== What you will do ==
From the first line to the last, write out the records below exactly as they appear.

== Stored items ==
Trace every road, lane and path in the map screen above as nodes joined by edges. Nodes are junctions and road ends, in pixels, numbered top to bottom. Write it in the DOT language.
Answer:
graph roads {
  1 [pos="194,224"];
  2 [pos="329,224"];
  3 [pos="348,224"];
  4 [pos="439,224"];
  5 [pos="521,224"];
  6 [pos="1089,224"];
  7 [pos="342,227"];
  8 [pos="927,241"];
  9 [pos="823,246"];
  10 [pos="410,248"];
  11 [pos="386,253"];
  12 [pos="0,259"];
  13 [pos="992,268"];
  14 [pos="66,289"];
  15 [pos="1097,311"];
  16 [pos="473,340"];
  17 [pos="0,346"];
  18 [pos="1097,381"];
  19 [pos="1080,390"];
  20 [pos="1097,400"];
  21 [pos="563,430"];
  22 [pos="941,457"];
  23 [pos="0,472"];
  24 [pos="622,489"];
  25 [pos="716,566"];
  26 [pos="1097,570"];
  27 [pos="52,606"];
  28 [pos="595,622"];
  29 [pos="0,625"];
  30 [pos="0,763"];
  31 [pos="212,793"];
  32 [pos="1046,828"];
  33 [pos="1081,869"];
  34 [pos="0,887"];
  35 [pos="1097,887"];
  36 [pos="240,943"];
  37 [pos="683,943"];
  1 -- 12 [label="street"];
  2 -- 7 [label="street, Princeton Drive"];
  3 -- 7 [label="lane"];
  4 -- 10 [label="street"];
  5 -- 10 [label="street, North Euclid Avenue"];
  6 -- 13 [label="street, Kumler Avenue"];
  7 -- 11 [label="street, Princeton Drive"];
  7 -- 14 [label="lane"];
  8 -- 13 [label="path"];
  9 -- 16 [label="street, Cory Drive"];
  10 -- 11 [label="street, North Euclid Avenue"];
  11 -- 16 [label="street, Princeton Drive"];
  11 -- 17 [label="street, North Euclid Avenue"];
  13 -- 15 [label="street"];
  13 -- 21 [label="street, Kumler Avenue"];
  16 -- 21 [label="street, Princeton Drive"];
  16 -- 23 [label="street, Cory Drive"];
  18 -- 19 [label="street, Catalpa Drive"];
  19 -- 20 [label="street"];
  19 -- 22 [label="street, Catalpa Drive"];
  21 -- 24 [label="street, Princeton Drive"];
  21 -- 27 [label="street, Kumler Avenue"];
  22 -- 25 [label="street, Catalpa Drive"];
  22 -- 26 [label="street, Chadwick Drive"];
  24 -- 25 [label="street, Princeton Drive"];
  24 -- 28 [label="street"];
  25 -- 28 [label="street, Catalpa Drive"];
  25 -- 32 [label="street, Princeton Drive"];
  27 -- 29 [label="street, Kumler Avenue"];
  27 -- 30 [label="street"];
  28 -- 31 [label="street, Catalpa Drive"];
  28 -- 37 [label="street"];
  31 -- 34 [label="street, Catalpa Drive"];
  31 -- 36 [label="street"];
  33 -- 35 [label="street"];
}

== Answer for the task ==
Trace every road, lane and path in the map screen above as nodes joined by edges. Nodes are junctions and road ends, in pixels, numbered top to bottom. Write it in the DOT language.
Answer:
graph roads {
  1 [pos="194,224"];
  2 [pos="329,224"];
  3 [pos="348,224"];
  4 [pos="439,224"];
  5 [pos="521,224"];
  6 [pos="1089,224"];
  7 [pos="342,227"];
  8 [pos="927,241"];
  9 [pos="823,246"];
  10 [pos="410,248"];
  11 [pos="386,253"];
  12 [pos="0,259"];
  13 [pos="992,268"];
  14 [pos="66,289"];
  15 [pos="1097,311"];
  16 [pos="473,340"];
  17 [pos="0,346"];
  18 [pos="1097,381"];
  19 [pos="1080,390"];
  20 [pos="1097,400"];
  21 [pos="563,430"];
  22 [pos="941,457"];
  23 [pos="0,472"];
  24 [pos="622,489"];
  25 [pos="716,566"];
  26 [pos="1097,570"];
  27 [pos="52,606"];
  28 [pos="595,622"];
  29 [pos="0,625"];
  30 [pos="0,763"];
  31 [pos="212,793"];
  32 [pos="1046,828"];
  33 [pos="1081,869"];
  34 [pos="0,887"];
  35 [pos="1097,887"];
  36 [pos="240,943"];
  37 [pos="683,943"];
  1 -- 12 [label="street"];
  2 -- 7 [label="street, Princeton Drive"];
  3 -- 7 [label="lane"];
  4 -- 10 [label="street"];
  5 -- 10 [label="street, North Euclid Avenue"];
  6 -- 13 [label="street, Kumler Avenue"];
  7 -- 11 [label="street, Princeton Drive"];
  7 -- 14 [label="lane"];
  8 -- 13 [label="path"];
  9 -- 16 [label="street, Cory Drive"];
  10 -- 11 [label="street, North Euclid Avenue"];
  11 -- 16 [label="street, Princeton Drive"];
  11 -- 17 [label="street, North Euclid Avenue"];
  13 -- 15 [label="street"];
  13 -- 21 [label="street, Kumler Avenue"];
  16 -- 21 [label="street, Princeton Drive"];
  16 -- 23 [label="street, Cory Drive"];
  18 -- 19 [label="street, Catalpa Drive"];
  19 -- 20 [label="street"];
  19 -- 22 [label="street, Catalpa Drive"];
  21 -- 24 [label="street, Princeton Drive"];
  21 -- 27 [label="street, Kumler Avenue"];
  22 -- 25 [label="street, Catalpa Drive"];
  22 -- 26 [label="street, Chadwick Drive"];
  24 -- 25 [label="street, Princeton Drive"];
  24 -- 28 [label="street"];
  25 -- 28 [label="street, Catalpa Drive"];
  25 -- 32 [label="street, Princeton Drive"];
  27 -- 29 [label="street, Kumler Avenue"];
  27 -- 30 [label="street"];
  28 -- 31 [label="street, Catalpa Drive"];
  28 -- 37 [label="street"];
  31 -- 34 [label="street, Catalpa Drive"];
  31 -- 36 [label="street"];
  33 -- 35 [label="street"];
}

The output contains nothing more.